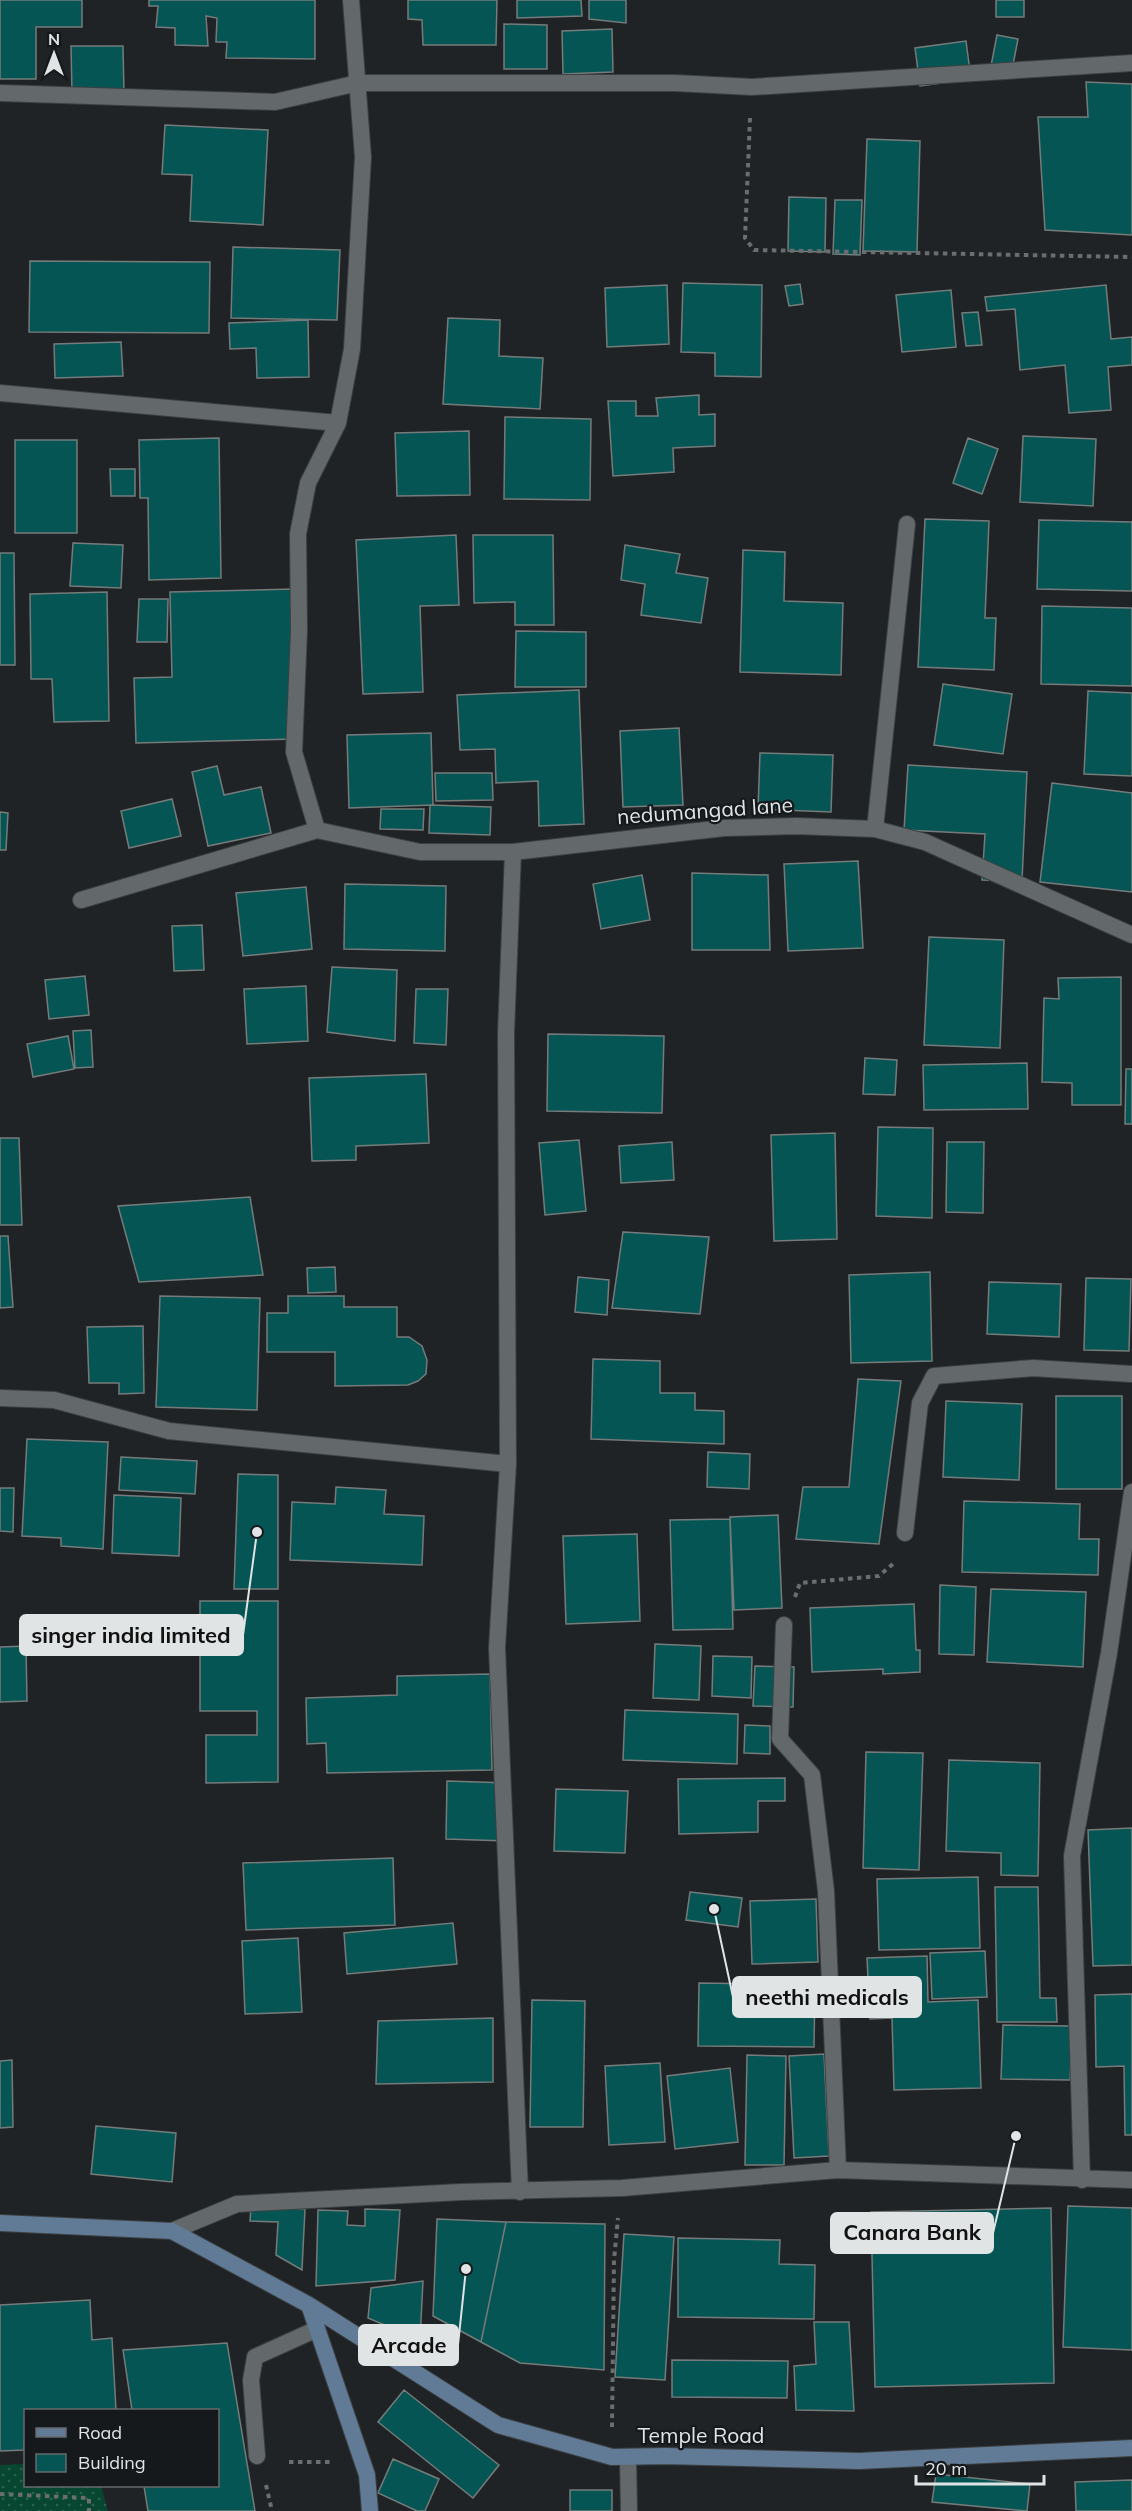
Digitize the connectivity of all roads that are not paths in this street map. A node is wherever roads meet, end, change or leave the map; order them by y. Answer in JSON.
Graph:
{"nodes":[{"id":1,"x":351,"y":0,"type":"edge"},
{"id":2,"x":1132,"y":63,"type":"edge"},
{"id":3,"x":358,"y":83,"type":"junction"},
{"id":4,"x":0,"y":93,"type":"edge"},
{"id":5,"x":0,"y":393,"type":"edge"},
{"id":6,"x":338,"y":423,"type":"junction"},
{"id":7,"x":907,"y":524,"type":"dead end"},
{"id":8,"x":875,"y":829,"type":"junction"},
{"id":9,"x":317,"y":830,"type":"junction"},
{"id":10,"x":513,"y":852,"type":"junction"},
{"id":11,"x":81,"y":900,"type":"dead end"},
{"id":12,"x":1132,"y":934,"type":"edge"},
{"id":13,"x":1132,"y":1374,"type":"edge"},
{"id":14,"x":0,"y":1398,"type":"edge"},
{"id":15,"x":508,"y":1464,"type":"junction"},
{"id":16,"x":1132,"y":1492,"type":"edge"},
{"id":17,"x":905,"y":1533,"type":"road end"},
{"id":18,"x":784,"y":1625,"type":"road end"},
{"id":19,"x":838,"y":2170,"type":"junction"},
{"id":20,"x":1082,"y":2180,"type":"junction"},
{"id":21,"x":1132,"y":2180,"type":"edge"},
{"id":22,"x":520,"y":2192,"type":"junction"},
{"id":23,"x":0,"y":2223,"type":"edge"},
{"id":24,"x":172,"y":2231,"type":"junction"},
{"id":25,"x":309,"y":2305,"type":"junction"},
{"id":26,"x":317,"y":2329,"type":"junction"},
{"id":27,"x":1132,"y":2448,"type":"edge"},
{"id":28,"x":257,"y":2456,"type":"dead end"},
{"id":29,"x":620,"y":2458,"type":"junction"},
{"id":30,"x":370,"y":2511,"type":"edge"},
{"id":31,"x":629,"y":2511,"type":"edge"}],
"edges":[{"from":1,"to":3,"type":"street"},
{"from":2,"to":3,"type":"street"},
{"from":3,"to":4,"type":"street"},
{"from":3,"to":6,"type":"street"},
{"from":5,"to":6,"type":"street"},
{"from":6,"to":9,"type":"street"},
{"from":7,"to":8,"type":"street"},
{"from":8,"to":10,"type":"street","name":"nedumangad lane"},
{"from":8,"to":12,"type":"street","name":"nedumangad lane"},
{"from":9,"to":10,"type":"street","name":"nedumangad lane"},
{"from":9,"to":11,"type":"street"},
{"from":10,"to":15,"type":"street"},
{"from":13,"to":17,"type":"street"},
{"from":14,"to":15,"type":"street"},
{"from":15,"to":22,"type":"street"},
{"from":16,"to":20,"type":"street"},
{"from":18,"to":19,"type":"street"},
{"from":19,"to":20,"type":"street"},
{"from":19,"to":22,"type":"street"},
{"from":20,"to":21,"type":"street"},
{"from":22,"to":24,"type":"street"},
{"from":23,"to":24,"type":"main road"},
{"from":24,"to":25,"type":"main road","name":"Temple Road"},
{"from":25,"to":26,"type":"main road"},
{"from":25,"to":29,"type":"main road","name":"Temple Road"},
{"from":26,"to":28,"type":"street"},
{"from":26,"to":30,"type":"main road"},
{"from":27,"to":29,"type":"main road","name":"Temple Road"},
{"from":29,"to":31,"type":"street"}]}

++++++++++++++++++++

■ Problem requirements ■
Say how many lines in the records hold "main", with the number as the whole reply.

■ Answer for this exercise ■
6